Report: Texas Capacity Market a "Retreat from Competition"; Would Result in Higher Bills, More Regulation
November 19, 2013 Email This Story Copyright 2010-13 EnergyChoiceMatters.com
Reporting by Paul Ring • email@example.com
A capacity market would increase Texas electric bills, but without any clear benefit to consumers, concludes a report from the Texas Coalition for Affordable Power and the Steering Committee of Cities Served by Oncor
"Similar subsidy mandates in other jurisdictions have not worked well. Even those who stand the most to gain financially — generation owners — have noted serious challenges in other regions," TCAP and Oncor Cities noted.
Indeed, the report points out that NRG CEO David Crane has said merchant generation development is "nearly impossible" anywhere given the current low gas price environment -- even in regions with a capacity market (see prior story).
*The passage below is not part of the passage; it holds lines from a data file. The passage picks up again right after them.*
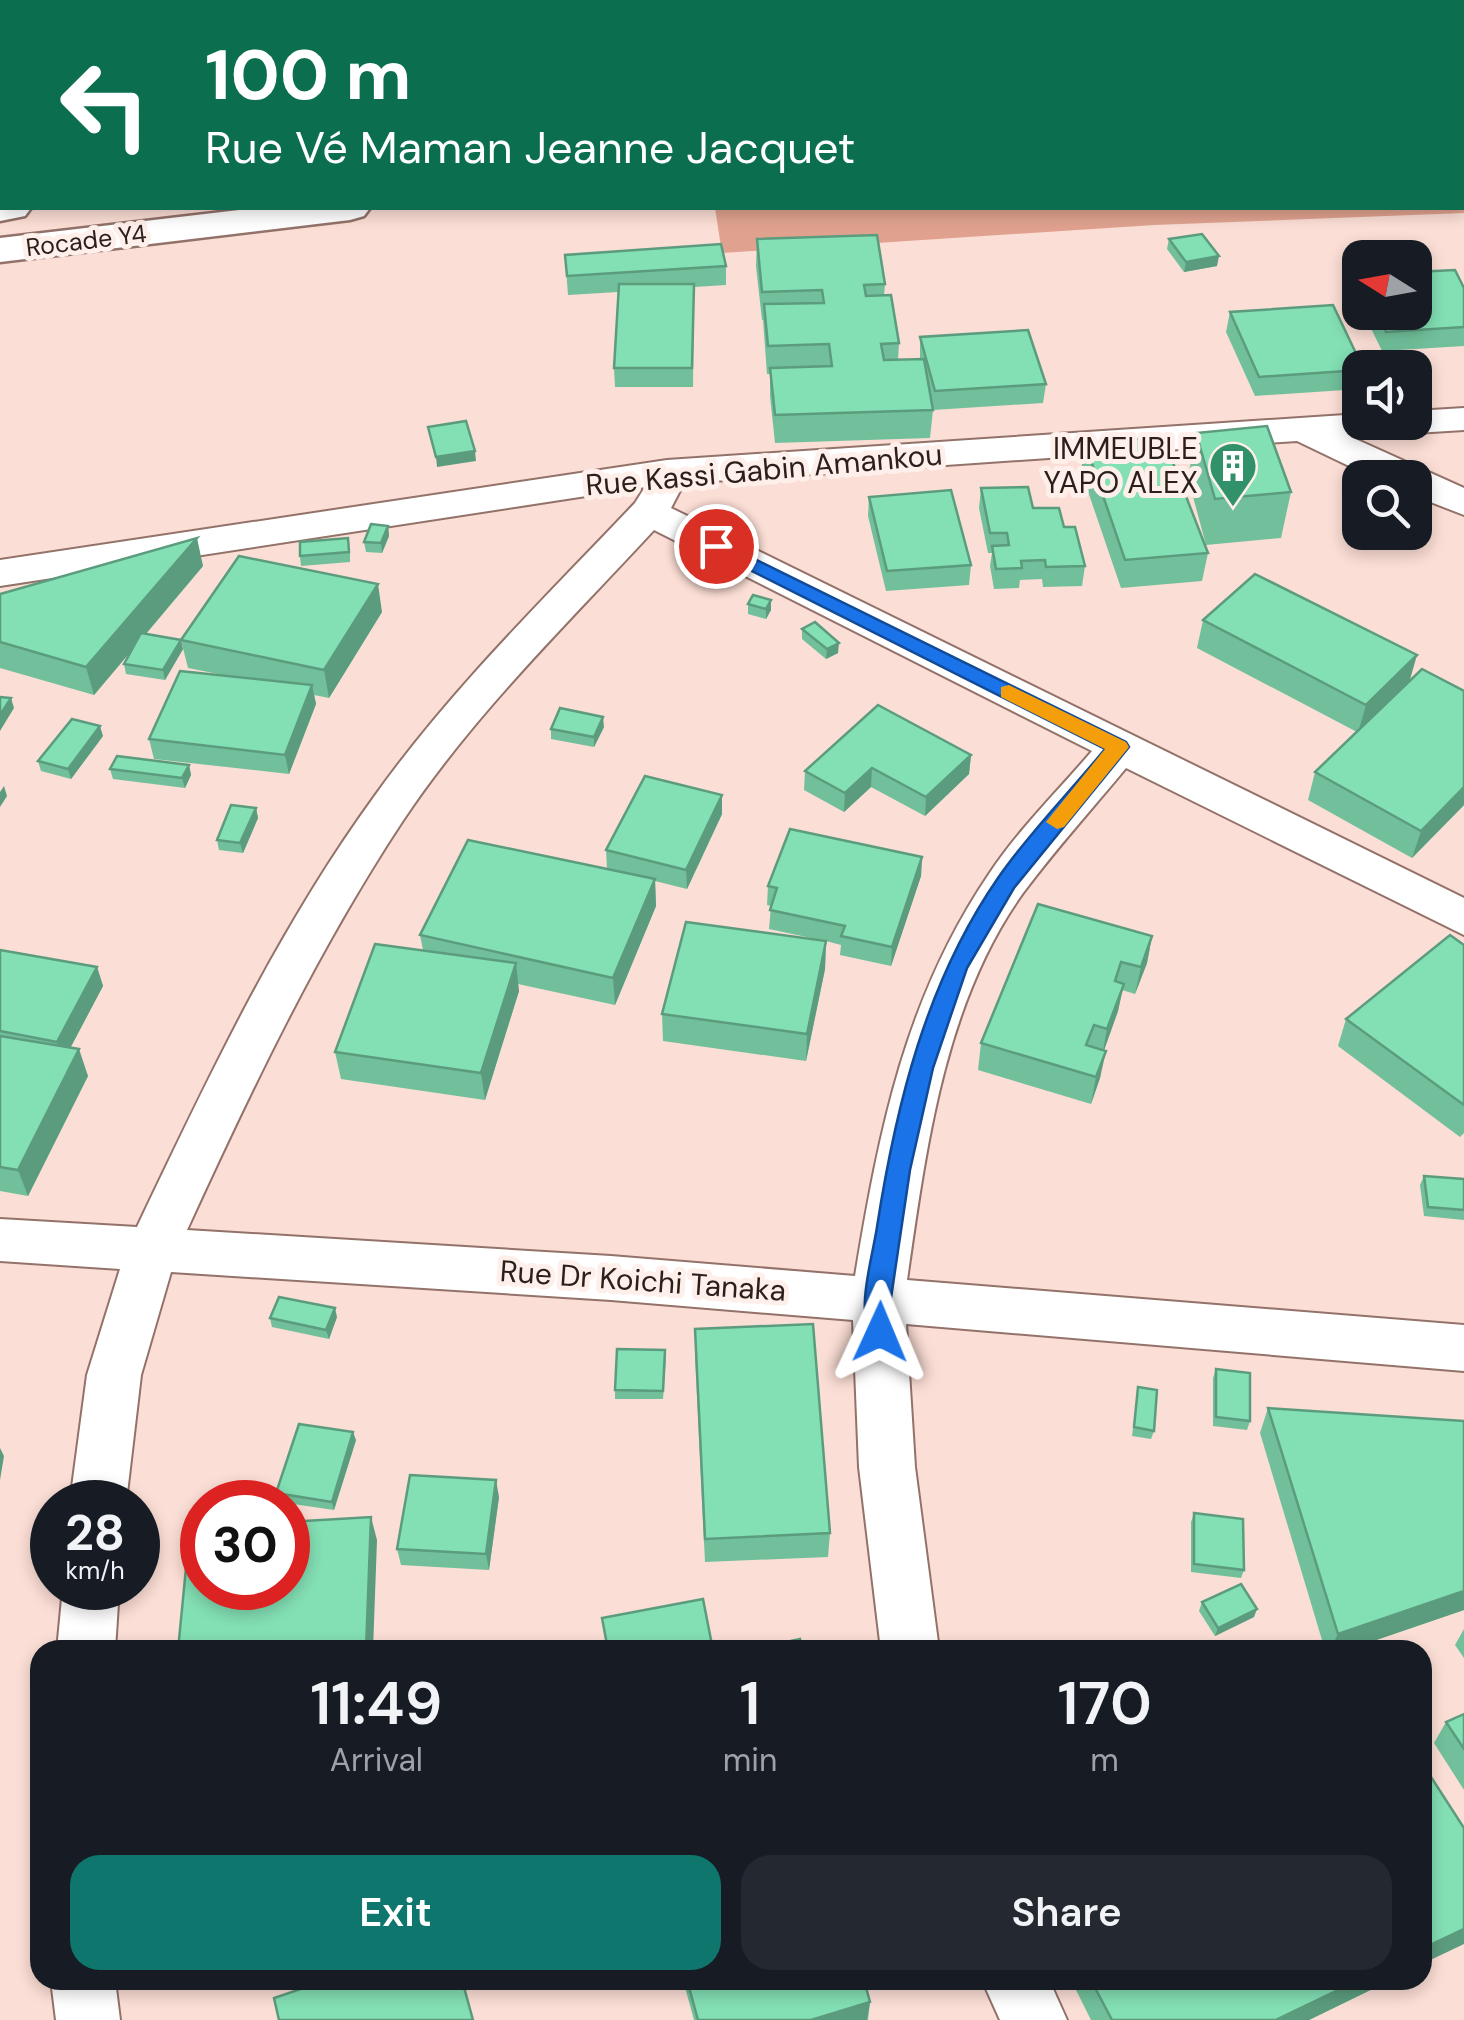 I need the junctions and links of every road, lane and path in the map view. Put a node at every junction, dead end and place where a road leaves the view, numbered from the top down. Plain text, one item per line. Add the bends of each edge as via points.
1 (333, 210) edge
2 (0, 250) edge
3 (1464, 419) edge
4 (1432, 421) edge
5 (1342, 427) edge
6 (1303, 430) junction
7 (1368, 460) edge
8 (1432, 489) edge
9 (658, 492) junction
10 (1464, 504) edge
11 (0, 572) edge
12 (1118, 747) junction
13 (1464, 918) edge
14 (0, 1240) edge
15 (152, 1250) junction
16 (878, 1298) junction
17 (1464, 1348) edge
18 (101, 1480) edge
19 (89, 1610) edge
20 (87, 1640) edge
21 (909, 1640) edge
22 (84, 1990) edge
23 (1019, 1990) edge
24 (88, 2020) edge
25 (1035, 2020) edge

1 - 2 highway, Rocade Y4
3 - 4 street, Rue Kassi Gabin Amankou
5 - 6 street, Rue Kassi Gabin Amankou
6 - 7 street
6 - 9 street, Rue Kassi Gabin Amankou
8 - 10 street
9 - 11 street, Rue Kassi Gabin Amankou
9 - 12 street
9 - 15 street via 465,708 388,809 235,1072
12 - 13 street
12 - 16 street via 1006,883 956,967 921,1068
14 - 15 street, Rue Dr Koichi Tanaka
15 - 16 street, Rue Dr Koichi Tanaka
15 - 18 street via 114,1376
16 - 17 street, Rue Dr Koichi Tanaka
16 - 21 street via 887,1468
19 - 20 street
22 - 24 street
23 - 25 street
"Although generation companies could reap billions of dollars each year in capacity subsidies, most of that money won't be for building new power plants," the report notes. "This is because most capacity payments will reflect the value of existing power plants capacity, not new construction. Capacity subsidies may end up with generation company shareholders or for any number of purposes unrelated to resolving resource adequacy challenges."
While noting cost estimates of a Texas capacity market of nearly $5 billion, "Whatever the figure, it's big," the report notes.
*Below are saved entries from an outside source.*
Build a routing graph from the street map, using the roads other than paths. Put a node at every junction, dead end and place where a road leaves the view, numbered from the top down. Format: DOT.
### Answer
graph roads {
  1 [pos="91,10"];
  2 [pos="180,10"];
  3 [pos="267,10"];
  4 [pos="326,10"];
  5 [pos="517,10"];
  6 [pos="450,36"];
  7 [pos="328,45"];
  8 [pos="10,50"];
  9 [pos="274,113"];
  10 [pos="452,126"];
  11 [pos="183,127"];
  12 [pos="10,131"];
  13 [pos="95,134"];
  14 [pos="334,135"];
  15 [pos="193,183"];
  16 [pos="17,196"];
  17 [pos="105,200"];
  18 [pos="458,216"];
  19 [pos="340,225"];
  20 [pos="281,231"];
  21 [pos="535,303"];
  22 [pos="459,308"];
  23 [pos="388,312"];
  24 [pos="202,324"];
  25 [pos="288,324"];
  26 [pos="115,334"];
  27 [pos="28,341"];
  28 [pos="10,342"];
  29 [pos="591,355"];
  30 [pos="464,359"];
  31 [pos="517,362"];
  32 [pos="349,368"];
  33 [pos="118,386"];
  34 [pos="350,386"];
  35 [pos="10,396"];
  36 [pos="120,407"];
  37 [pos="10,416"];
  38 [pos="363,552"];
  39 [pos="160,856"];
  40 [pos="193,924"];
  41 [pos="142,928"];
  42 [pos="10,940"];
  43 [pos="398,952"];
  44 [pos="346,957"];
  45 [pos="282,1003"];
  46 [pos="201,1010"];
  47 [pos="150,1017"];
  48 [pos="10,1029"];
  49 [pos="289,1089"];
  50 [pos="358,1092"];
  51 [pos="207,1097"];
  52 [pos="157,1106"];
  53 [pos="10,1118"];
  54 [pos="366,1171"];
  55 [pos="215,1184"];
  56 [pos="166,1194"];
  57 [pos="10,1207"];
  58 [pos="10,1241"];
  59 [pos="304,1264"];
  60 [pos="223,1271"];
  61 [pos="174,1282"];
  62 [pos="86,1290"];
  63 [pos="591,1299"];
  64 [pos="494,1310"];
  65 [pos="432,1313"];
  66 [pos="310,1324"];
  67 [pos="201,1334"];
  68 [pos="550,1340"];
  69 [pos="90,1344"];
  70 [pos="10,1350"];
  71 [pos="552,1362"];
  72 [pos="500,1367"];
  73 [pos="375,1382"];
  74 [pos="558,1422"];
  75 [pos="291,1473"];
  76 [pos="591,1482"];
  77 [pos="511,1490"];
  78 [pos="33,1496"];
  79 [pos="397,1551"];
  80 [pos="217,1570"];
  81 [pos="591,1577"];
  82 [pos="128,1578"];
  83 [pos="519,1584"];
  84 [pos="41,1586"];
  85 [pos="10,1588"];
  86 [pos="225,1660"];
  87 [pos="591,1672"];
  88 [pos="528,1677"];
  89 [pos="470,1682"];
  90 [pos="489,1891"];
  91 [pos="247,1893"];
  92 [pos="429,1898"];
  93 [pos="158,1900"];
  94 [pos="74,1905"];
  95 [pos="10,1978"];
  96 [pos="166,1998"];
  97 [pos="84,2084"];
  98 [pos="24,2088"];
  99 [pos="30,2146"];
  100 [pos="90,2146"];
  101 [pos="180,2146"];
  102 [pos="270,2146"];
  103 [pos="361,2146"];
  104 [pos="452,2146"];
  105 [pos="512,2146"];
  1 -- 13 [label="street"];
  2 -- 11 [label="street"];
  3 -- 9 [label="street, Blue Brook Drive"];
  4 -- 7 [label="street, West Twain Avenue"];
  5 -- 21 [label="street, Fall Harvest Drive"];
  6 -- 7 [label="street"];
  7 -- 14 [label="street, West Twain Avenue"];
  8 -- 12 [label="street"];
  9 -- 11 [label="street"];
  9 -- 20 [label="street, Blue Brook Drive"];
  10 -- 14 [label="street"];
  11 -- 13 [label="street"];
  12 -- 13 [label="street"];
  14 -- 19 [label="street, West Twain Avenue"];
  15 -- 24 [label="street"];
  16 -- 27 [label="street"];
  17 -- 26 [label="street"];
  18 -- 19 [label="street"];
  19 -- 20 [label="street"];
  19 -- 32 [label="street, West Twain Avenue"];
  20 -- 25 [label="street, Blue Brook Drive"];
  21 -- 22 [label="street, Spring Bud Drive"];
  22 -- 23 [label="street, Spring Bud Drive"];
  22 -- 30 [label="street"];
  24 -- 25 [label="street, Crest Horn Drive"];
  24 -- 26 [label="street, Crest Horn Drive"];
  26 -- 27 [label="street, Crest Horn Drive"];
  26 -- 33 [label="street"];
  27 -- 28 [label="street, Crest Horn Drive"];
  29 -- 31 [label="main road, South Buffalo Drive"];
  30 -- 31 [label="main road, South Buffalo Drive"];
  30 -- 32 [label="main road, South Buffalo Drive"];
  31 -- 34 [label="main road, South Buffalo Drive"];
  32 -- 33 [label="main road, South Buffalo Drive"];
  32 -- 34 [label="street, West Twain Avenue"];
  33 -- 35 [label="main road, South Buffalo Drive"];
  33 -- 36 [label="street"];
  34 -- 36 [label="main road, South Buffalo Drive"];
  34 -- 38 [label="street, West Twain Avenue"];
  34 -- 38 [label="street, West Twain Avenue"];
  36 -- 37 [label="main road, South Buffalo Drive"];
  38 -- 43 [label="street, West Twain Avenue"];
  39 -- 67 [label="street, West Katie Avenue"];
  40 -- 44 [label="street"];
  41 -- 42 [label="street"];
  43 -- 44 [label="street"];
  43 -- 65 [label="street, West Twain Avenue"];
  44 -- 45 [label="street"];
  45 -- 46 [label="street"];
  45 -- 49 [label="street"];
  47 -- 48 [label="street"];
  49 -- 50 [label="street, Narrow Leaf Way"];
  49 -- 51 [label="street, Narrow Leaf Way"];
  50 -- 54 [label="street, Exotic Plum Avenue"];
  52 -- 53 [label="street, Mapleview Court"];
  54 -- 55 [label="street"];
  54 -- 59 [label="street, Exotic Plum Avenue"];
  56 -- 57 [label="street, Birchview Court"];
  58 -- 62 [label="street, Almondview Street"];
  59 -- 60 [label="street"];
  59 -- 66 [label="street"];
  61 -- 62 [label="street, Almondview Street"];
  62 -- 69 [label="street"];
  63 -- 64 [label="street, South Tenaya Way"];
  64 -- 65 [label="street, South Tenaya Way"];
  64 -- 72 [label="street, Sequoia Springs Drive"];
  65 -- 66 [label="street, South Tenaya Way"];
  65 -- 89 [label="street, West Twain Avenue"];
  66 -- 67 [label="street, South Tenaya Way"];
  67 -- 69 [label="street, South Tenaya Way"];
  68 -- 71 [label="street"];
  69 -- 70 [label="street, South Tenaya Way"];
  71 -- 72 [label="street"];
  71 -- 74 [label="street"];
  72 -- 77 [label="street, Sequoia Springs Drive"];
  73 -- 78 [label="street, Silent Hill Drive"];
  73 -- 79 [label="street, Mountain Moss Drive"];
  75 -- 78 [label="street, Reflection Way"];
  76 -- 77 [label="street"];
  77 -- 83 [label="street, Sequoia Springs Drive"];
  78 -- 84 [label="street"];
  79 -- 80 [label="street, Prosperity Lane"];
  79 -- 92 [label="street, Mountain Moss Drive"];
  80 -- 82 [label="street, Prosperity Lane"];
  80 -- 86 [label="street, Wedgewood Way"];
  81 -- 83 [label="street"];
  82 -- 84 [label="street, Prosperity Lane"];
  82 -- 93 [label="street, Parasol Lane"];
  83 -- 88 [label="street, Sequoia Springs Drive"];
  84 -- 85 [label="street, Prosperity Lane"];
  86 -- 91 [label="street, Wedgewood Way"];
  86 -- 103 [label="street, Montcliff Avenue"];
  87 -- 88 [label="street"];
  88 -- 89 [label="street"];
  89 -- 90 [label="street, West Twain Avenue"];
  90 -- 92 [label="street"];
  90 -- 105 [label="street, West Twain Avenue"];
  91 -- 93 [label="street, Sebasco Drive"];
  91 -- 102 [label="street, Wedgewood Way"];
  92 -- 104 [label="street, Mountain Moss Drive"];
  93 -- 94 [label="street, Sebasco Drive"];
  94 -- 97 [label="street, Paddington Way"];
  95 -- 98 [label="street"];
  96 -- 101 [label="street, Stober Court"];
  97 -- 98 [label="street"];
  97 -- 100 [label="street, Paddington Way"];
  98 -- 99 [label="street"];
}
"And all that extra money will benefit generators, at the expense of residential and business consumers. Much lip service has been given to the potential economic fallout from blackouts, but very little attention has been devoted to the economic fallout of a multi-billion-dollar annual increase in statewide electric costs," the report notes.
"The creation of a capacity market in Texas raises questions of basic fairness," the report continues. "For many years under deregulation, retail electric prices in Texas were at levels significantly higher than the national average. During these years many in the electric industry warned against any market intervention to relieve consumers. But with residential prices now subsiding (the indirect result of declines in natural gas prices) generators now want subsidies — subsidies ultimately to be paid for by electric customers. In effect, generators are calling for retreat from the principles of the free market in order to enhance their profits. It's a heads-they-win, tails-we-lose vision of deregulation."
The report also notes that those calling for these subsidies have premised their arguments on speculative technical projections that have consistently proven to be incorrect.
The report notes that even Brattle principal Sam Newell has said, "We are not talking about the doomsday scenario that we've seen described in the press that Texas is on the verge of having, you know, constant rolling blackouts — that's just an extreme exaggeration."